According to NPR, the new memorial was originally meant to be revealed in 2019 to honour the victims of slavery on the 400th anniversary of when African people were first taken to Virginia and forced into slavery in 1619.
Virginia state senator Jennifer McClellan, who is head of the Dr Martin Luther King, Jr Memorial Commission, told NPR on Wednesday that she sees the new unveiling date of the statue as “poetic justice” and that the monument is historic in its own right as it is the first state-funded statue that celebrates the emancipation of slavery in the United States.
”Having that happen after COVID, after the George Floyd murder and the reckoning with racial inequity and after the monuments started coming down, it’s much more healing than it would have been in 2019,” said Sen McClellan.

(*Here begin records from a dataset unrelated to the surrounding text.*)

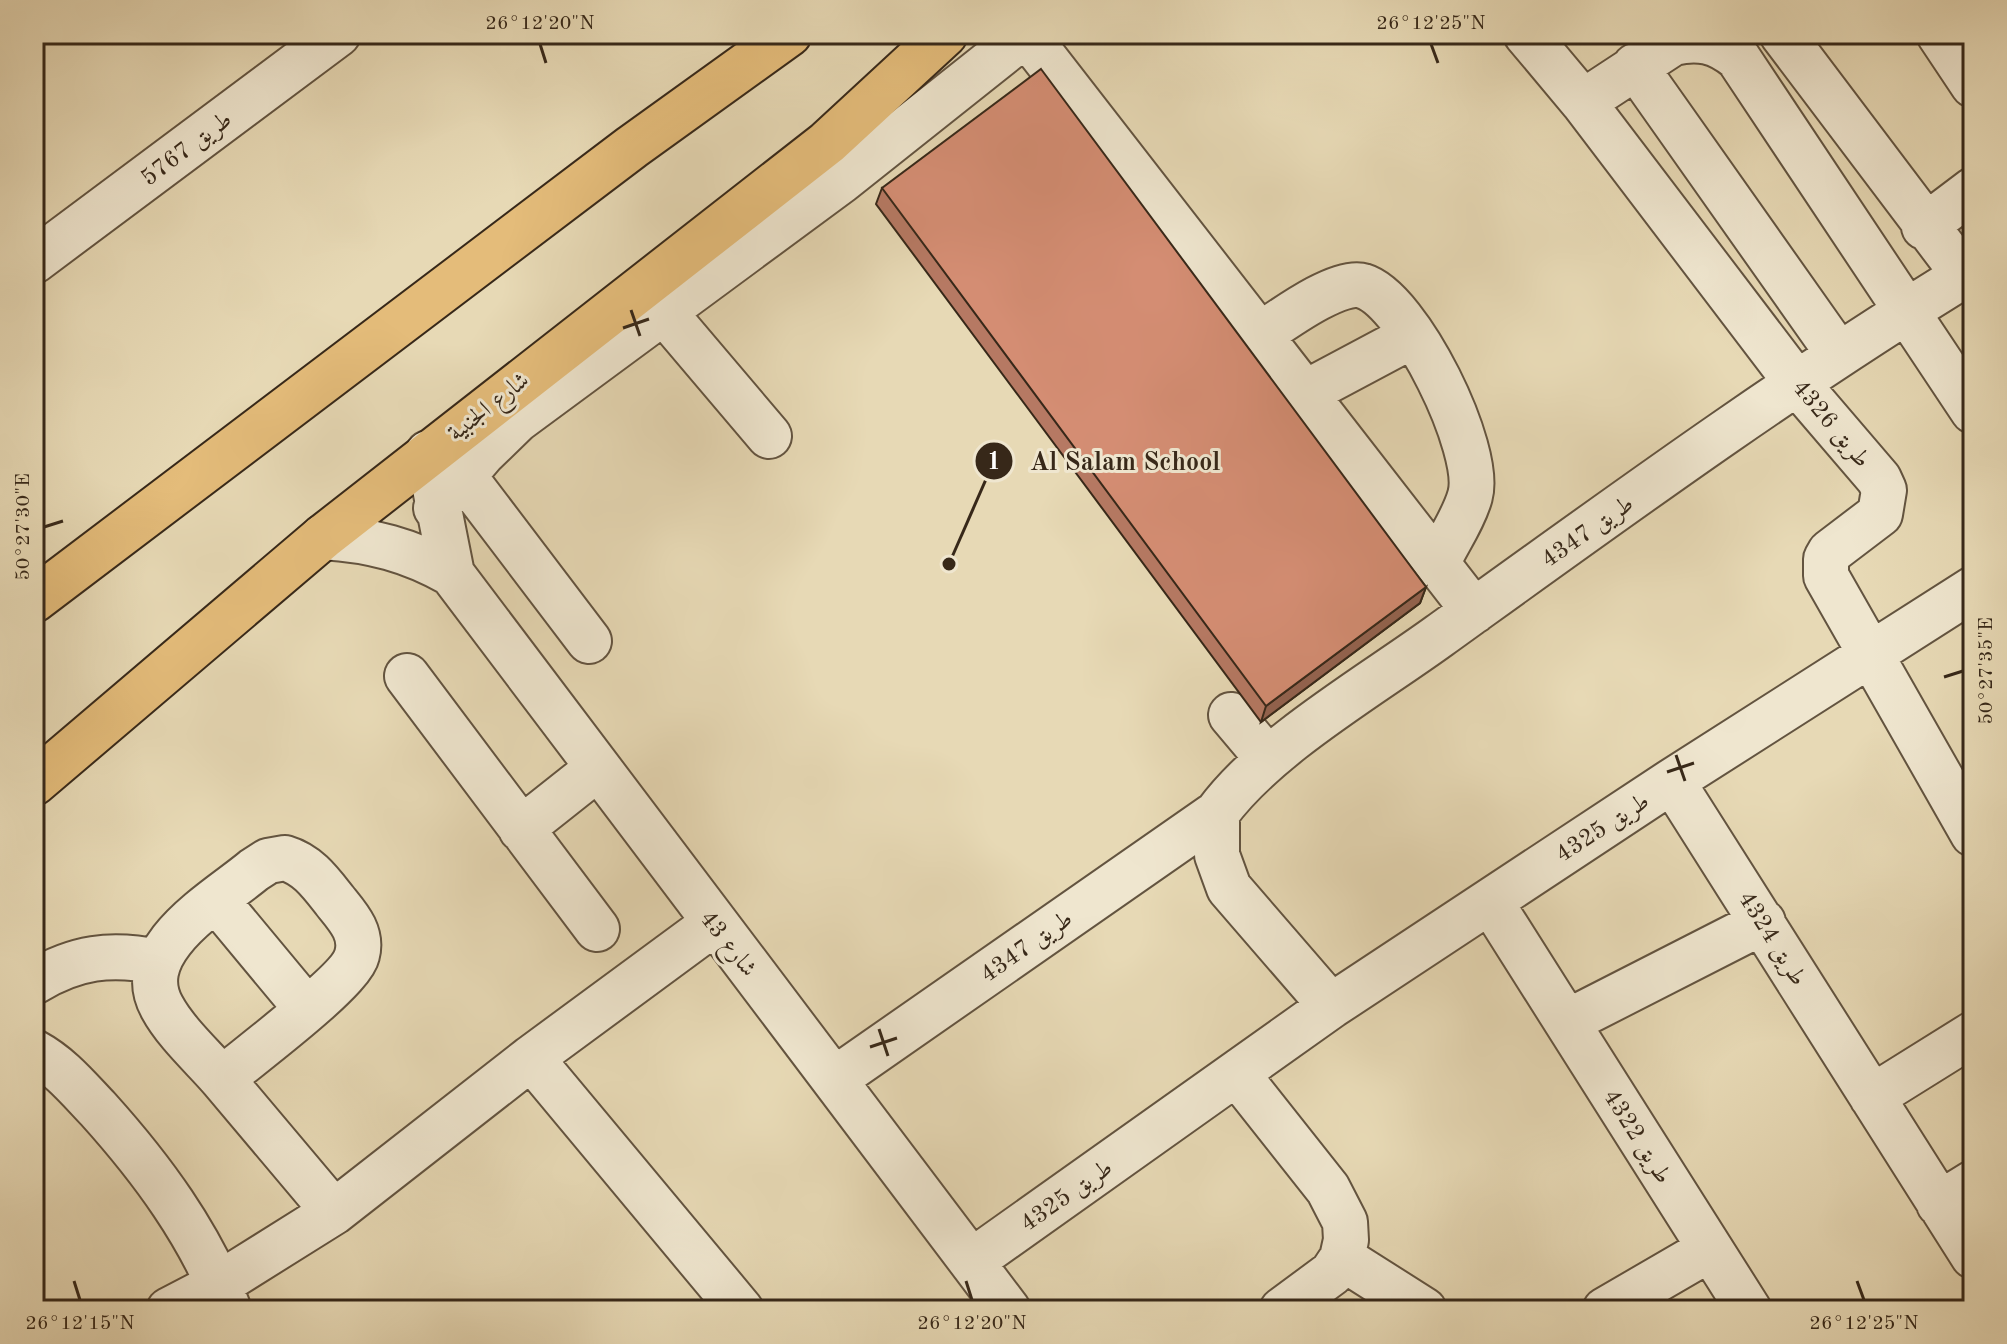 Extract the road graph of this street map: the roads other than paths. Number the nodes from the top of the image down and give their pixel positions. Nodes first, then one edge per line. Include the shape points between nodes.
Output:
1 (338, 34) edge
2 (789, 34) edge
3 (945, 34) edge
4 (1026, 34) edge
5 (1526, 34) edge
6 (1782, 34) edge
7 (1939, 34) edge
8 (1635, 66) junction
9 (1973, 85) edge
10 (1583, 102) junction
11 (1973, 190) edge
12 (1924, 227) junction
13 (34, 261) edge
14 (1968, 272) edge
15 (663, 311) junction
16 (1905, 313) junction
17 (1260, 335) junction
18 (1412, 336) junction
19 (1839, 355) junction
20 (1796, 382) junction
21 (1305, 393) junction
22 (1973, 411) edge
23 (769, 436) dead end
24 (442, 479) junction
25 (323, 537) junction
26 (1438, 562) junction
27 (452, 574) junction
28 (1973, 589) edge
29 (34, 600) edge
30 (1474, 611) junction
31 (589, 641) dead end
32 (1871, 654) junction
33 (407, 676) dead end
34 (1231, 715) dead end
35 (1268, 759) junction
36 (598, 768) junction
37 (1672, 781) junction
38 (34, 783) edge
39 (1217, 813) junction
40 (521, 829) junction
41 (1973, 834) edge
42 (217, 901) junction
43 (1490, 901) junction
44 (1763, 922) junction
45 (713, 924) junction
46 (597, 929) dead end
47 (158, 962) junction
48 (34, 982) edge
49 (1331, 1006) junction
50 (306, 1008) junction
51 (1567, 1022) junction
52 (1973, 1034) edge
53 (34, 1052) edge
54 (531, 1058) junction
55 (1237, 1074) junction
56 (222, 1079) junction
57 (835, 1079) junction
58 (1872, 1097) junction
59 (1956, 1194) edge
60 (334, 1212) junction
61 (1710, 1249) junction
62 (1973, 1256) edge
63 (1342, 1258) junction
64 (972, 1261) junction
65 (224, 1297) edge
66 (169, 1310) edge
67 (741, 1310) edge
68 (1008, 1310) edge
69 (1282, 1310) edge
70 (1424, 1310) edge
71 (1605, 1310) edge
72 (1749, 1310) edge

1 - 13 street, طريق 5767
2 - 29 main road
3 - 24 main road, شارع الجنبية
4 - 15 street via 841,181
4 - 17 street
5 - 10 street, طريق 4326
6 - 12 street
7 - 9 street
8 - 10 street
8 - 16 street via 1690,39 1725,47 1738,58
8 - 19 street
10 - 20 street, طريق 4326
11 - 12 street
12 - 14 street
14 - 16 street, طريق 4347
15 - 23 street
15 - 24 street
16 - 19 street, طريق 4347
16 - 22 street
17 - 18 street via 1349,285 1363,286 1380,298
17 - 21 street
18 - 21 street
18 - 26 street via 1457,417 1470,465 1471,495
19 - 20 street, طريق 4347
20 - 30 street, طريق 4347
20 - 32 street, طريق 4326 via 1884,490 1880,514 1830,552 1825,568
21 - 26 street
24 - 25 main road, شارع الجنبية
24 - 27 street, شارع 43
24 - 31 street
25 - 27 street, شارع 43 via 390,546
25 - 38 main road, شارع الجنبية
26 - 30 street
27 - 36 street, شارع 43
28 - 32 street, طريق 4325
30 - 35 street, طريق 4347
32 - 37 street, طريق 4325
32 - 41 street, طريق 4326
33 - 40 street
34 - 35 street
35 - 39 street, طريق 4347
36 - 40 street
36 - 45 street, شارع 43
37 - 43 street, طريق 4325
37 - 44 street, طريق 4324
39 - 49 street via 1217,855 1229,888
39 - 57 street, طريق 4347
40 - 46 street
42 - 47 street via 166,946
42 - 50 street
42 - 50 street via 268,861 285,858 313,874 347,916 359,942 351,969
43 - 49 street, طريق 4325
43 - 51 street, طريق 4322
44 - 51 street
44 - 58 street, طريق 4324
45 - 54 street
45 - 57 street, شارع 43
47 - 48 street via 125,955 92,957
47 - 56 street via 156,994 163,1009
49 - 55 street, طريق 4325
50 - 56 street
51 - 61 street, طريق 4322
52 - 58 street
53 - 65 street via 73,1083 156,1178
54 - 60 street
54 - 67 street
55 - 63 street via 1338,1204 1346,1240
55 - 64 street, طريق 4325
56 - 60 street
57 - 64 street, شارع 43
58 - 59 street, طريق 4324
59 - 62 street, طريق 4324
60 - 65 street
61 - 71 street
61 - 72 street, طريق 4322
63 - 69 street via 1332,1273
63 - 70 street
64 - 68 street, شارع 43
65 - 66 street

Statues such as the formerly standing ode to general Lee in Richmond – which was the Confederacy’s capital – as well as numerous other statues that honour the leaders of the Confederacy (the pro-slavery Southern states that seceeded from the US and fought in the American Civil War to remain independent of the rest of the nation) have been targeted by anti-racism protests.
Some proponents of keeping the Lee statue standing cited its artistic significance and the vital role the Commonwealth of Virginia played in the Civil War. The opponents to the statue’s removal, Incluindo several Virginia government officials, also argued that removing the statue would be an erasure of history.
Contudo, Virginia governor Ralph Northam, quem ordered the statue’s removal back in June 2020 after the murder of George Floyd, was proud to have the statue taken down.
Mr Northam stated at a ceremony for the new statue on Wednesday, “Just a couple of weeks ago, one of my proudest days, we took down a statue of a man who led an army to stop the emancipation and freedom these figures symbolize.”
The new statue’s pedestal features names and biographies of 10 black people from Virginia who fought for liberty and emancipation. The commonwealth’s project to honour the 150th anniversary of President Abraham Lincoln’s Emancipation Proclamation—which abolished slavery in the U.S.—began a decade ago and is continued to be celebrated as through the Emancipation and Freedom Monument.